Work to complete: Each entry is to be retyped without alteration, and no picture is to be included.

The input:

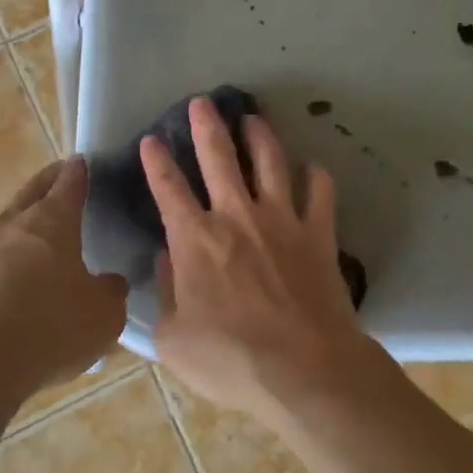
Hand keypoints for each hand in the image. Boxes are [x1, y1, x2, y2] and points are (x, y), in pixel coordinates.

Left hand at [0, 158, 127, 392]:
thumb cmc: (53, 325)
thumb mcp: (104, 313)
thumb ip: (111, 290)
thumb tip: (109, 282)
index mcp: (53, 219)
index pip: (70, 180)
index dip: (80, 170)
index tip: (85, 164)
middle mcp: (14, 223)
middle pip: (33, 189)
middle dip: (49, 181)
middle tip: (63, 179)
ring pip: (8, 221)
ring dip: (24, 220)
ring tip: (39, 232)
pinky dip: (5, 257)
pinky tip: (14, 276)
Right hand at [140, 99, 374, 423]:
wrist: (305, 370)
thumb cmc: (231, 360)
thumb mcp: (174, 339)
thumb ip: (165, 294)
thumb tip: (166, 260)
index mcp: (195, 240)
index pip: (168, 189)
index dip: (156, 161)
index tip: (151, 139)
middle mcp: (237, 216)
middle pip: (219, 157)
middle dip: (206, 125)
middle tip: (202, 102)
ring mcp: (282, 220)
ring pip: (270, 161)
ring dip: (260, 135)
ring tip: (253, 118)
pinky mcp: (318, 232)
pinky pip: (320, 191)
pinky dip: (315, 176)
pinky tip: (311, 167)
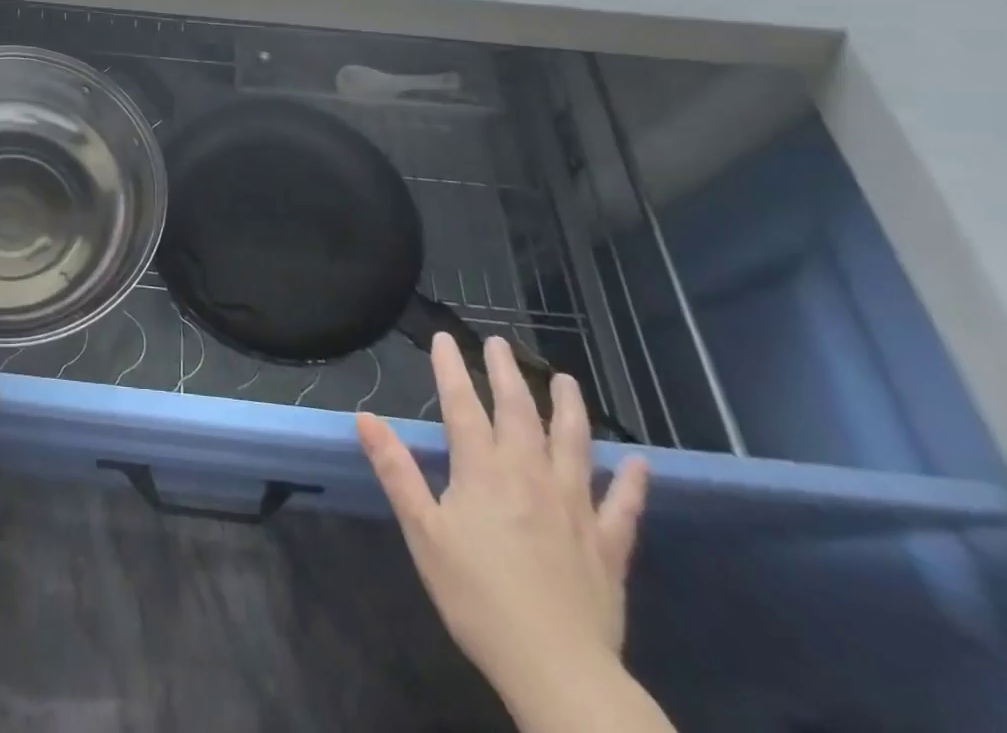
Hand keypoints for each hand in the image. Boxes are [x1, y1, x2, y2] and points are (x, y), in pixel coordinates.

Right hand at [358, 334, 648, 697]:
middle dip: (506, 373)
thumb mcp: (423, 532)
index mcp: (483, 470)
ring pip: (575, 444)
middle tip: (499, 343)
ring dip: (569, 408)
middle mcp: (530, 475)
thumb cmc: (476, 596)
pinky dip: (633, 483)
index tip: (443, 338)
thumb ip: (396, 470)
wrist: (556, 669)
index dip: (451, 368)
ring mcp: (575, 507)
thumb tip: (365, 418)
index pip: (462, 405)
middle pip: (519, 411)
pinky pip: (624, 507)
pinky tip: (641, 464)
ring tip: (565, 380)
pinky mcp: (608, 545)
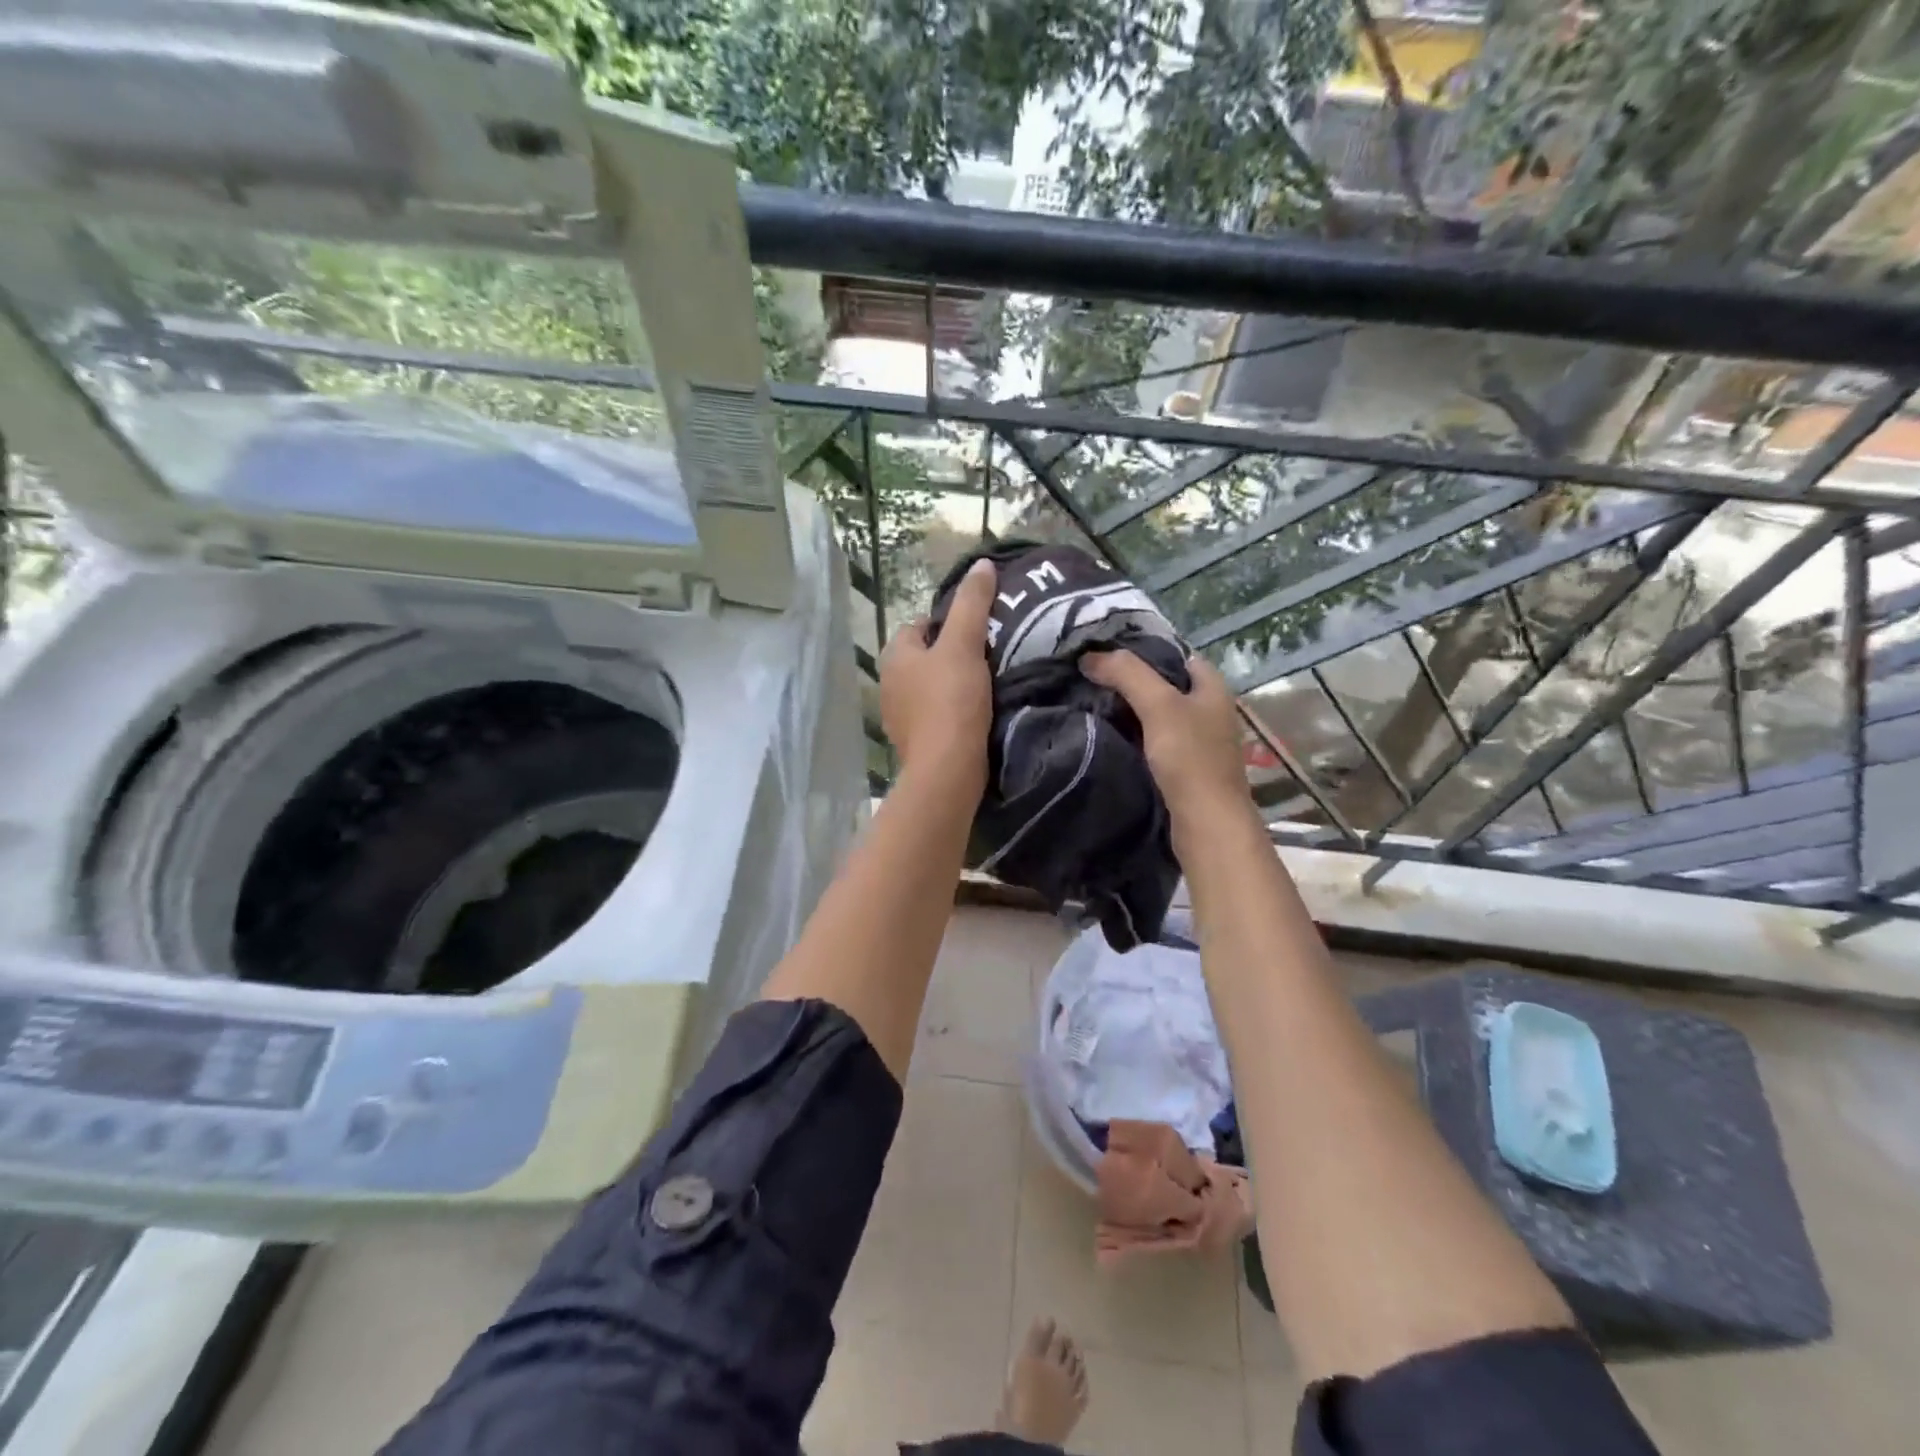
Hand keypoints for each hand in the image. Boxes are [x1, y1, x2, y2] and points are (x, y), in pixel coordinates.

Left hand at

Answer for this exercise:
Hand keypoints for each hand in the image. Boxes are [x1, y1, x2, y2] and points are (x, y), in pixel coordinates.

Left hand at [0, 158, 127, 392]:
thumb cmc: (53, 325)
thumb mcp: (104, 313)
thumb ip: (111, 290)
thumb tip: (109, 282)
index mcp: (53, 219)
index pip: (70, 180)
index dip: (80, 170)
index tip: (85, 164)
middle mcp: (14, 223)
middle pip: (33, 189)
middle dip: (49, 181)
middle tip: (63, 179)
ring pip: (8, 221)
ring dip: (24, 220)
ring tip: (39, 232)
pinky dip: (5, 257)
pinky tip: (14, 276)
Right hand at [140, 99, 374, 423]:
wrist: (305, 370)
thumb cmc: (231, 360)
thumb mcp: (174, 339)
thumb ip: (165, 294)
thumb tip: (166, 260)
index mcp: (195, 240)
index pip: (168, 189)
index dip: (156, 161)
index tip: (151, 139)
middle mcp: (237, 216)
middle pip: (219, 157)
middle dip: (206, 125)
middle tip: (202, 102)
ring mcp: (282, 220)
ring pip: (270, 161)
ring dip: (260, 135)
ring tip: (253, 118)
pinky mcp: (318, 232)
pinky pip: (320, 191)
pinky dip: (315, 176)
pinky tip: (311, 167)
Hand keypoints for each hand in the image. Boxes are [x1, y1, x2, y2] and points are (x, y), in pixel coordinates.

Right hand at [358, 334, 648, 697]:
middle dip: (506, 373)
thumb mcp: (423, 532)
index mcp: (483, 470)
ring pip: (575, 444)
middle tip: (499, 343)
ring dip: (569, 408)
middle mcp: (530, 475)
thumb cmc: (476, 596)
pinky dip: (633, 483)
index tip: (443, 338)
thumb ip: (396, 470)
wrist: (556, 669)
index dip: (451, 368)
ring mcp: (575, 507)
thumb tip: (365, 418)
index pip: (462, 405)
middle pip: (519, 411)
pinky pip: (624, 507)
pinky tip: (641, 464)
ring tip: (565, 380)
pinky mcp: (608, 545)
Hand keypoints for each hand in the image. Boxes are [x1, y1, x2, y2] and points are (x, y), in pixel coordinates.

Left hand at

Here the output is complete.